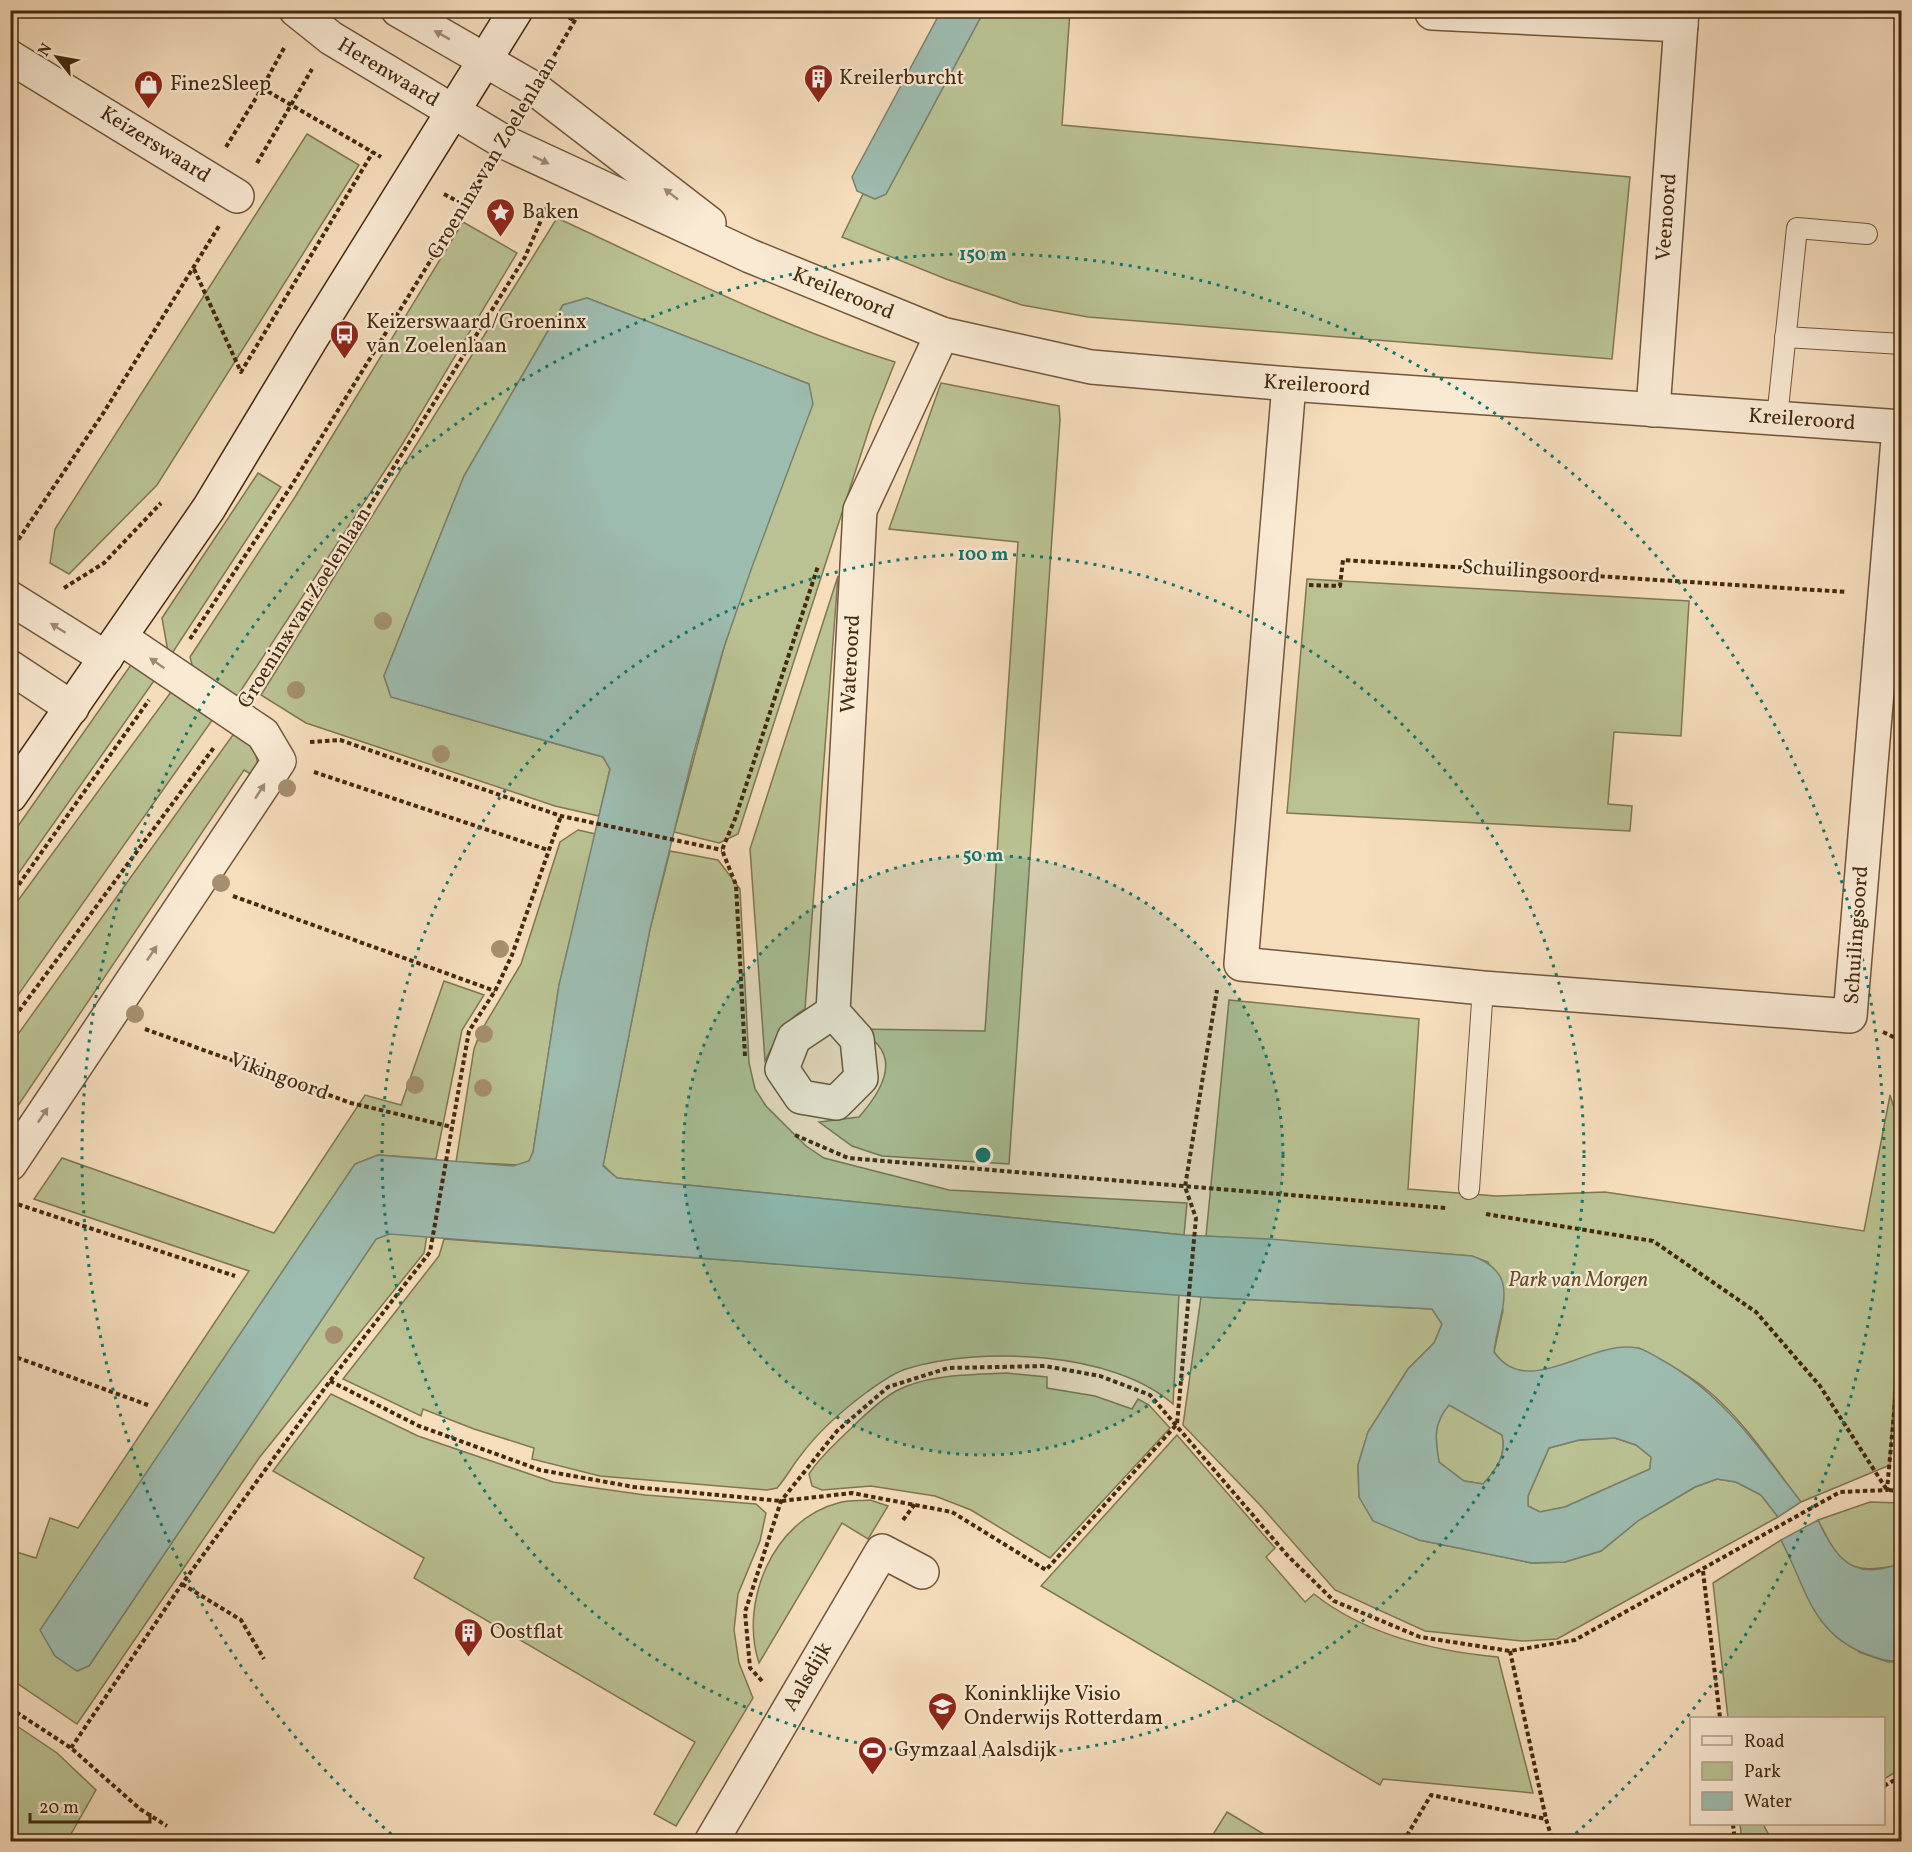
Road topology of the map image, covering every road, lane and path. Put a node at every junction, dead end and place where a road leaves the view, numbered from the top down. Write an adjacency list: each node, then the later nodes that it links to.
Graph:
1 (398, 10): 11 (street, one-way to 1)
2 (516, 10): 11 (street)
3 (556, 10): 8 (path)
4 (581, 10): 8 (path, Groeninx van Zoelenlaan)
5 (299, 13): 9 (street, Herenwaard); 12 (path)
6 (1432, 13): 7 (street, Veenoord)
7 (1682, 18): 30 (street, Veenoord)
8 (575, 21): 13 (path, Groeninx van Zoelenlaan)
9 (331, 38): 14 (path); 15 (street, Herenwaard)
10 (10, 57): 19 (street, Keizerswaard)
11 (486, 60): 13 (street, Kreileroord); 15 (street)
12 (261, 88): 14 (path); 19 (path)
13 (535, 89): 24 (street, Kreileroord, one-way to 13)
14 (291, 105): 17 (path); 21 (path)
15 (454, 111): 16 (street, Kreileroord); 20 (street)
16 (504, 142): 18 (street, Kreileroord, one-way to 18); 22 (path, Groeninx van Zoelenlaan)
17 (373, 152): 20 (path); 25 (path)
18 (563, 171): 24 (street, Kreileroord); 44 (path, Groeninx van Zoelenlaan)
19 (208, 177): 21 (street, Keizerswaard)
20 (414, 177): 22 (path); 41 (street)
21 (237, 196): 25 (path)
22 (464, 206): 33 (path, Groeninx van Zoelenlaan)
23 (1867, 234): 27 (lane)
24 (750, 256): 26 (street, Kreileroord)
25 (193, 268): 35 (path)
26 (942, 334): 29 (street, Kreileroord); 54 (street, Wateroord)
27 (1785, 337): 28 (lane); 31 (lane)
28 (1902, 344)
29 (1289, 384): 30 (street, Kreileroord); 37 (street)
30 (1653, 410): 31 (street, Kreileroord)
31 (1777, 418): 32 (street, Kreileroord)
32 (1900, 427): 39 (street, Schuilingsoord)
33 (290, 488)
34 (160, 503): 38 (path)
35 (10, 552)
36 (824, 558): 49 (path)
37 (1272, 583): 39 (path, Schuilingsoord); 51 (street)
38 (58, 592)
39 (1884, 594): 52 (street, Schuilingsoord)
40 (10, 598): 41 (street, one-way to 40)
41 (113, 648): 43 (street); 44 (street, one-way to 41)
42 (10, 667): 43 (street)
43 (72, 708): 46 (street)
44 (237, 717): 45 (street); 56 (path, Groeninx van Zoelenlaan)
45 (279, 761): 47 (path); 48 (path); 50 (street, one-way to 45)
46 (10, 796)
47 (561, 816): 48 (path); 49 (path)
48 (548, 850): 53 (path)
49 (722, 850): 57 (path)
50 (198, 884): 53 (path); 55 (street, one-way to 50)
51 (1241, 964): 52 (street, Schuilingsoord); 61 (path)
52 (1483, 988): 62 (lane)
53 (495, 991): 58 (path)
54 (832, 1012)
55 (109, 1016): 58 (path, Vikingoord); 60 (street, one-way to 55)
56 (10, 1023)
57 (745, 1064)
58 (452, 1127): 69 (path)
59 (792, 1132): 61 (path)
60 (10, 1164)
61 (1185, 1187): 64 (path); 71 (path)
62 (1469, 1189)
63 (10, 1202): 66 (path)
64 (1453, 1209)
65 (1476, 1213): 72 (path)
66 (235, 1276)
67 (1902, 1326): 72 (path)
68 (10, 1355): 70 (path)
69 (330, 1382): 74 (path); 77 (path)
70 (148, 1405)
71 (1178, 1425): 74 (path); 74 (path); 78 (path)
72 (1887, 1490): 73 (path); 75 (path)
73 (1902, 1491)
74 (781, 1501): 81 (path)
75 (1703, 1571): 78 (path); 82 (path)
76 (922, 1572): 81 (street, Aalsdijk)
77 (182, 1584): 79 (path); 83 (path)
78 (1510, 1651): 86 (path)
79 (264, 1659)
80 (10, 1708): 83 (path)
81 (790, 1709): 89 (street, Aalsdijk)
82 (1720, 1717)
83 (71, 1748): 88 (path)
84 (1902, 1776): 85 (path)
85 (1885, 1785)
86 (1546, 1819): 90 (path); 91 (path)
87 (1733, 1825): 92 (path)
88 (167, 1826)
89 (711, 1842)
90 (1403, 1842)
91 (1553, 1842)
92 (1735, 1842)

=-=-=

● TASK DETAILS
Once the lines of the entries containing the word "Herenwaard" have been counted, report the number alone.

● RESULT OF THIS EXERCISE
2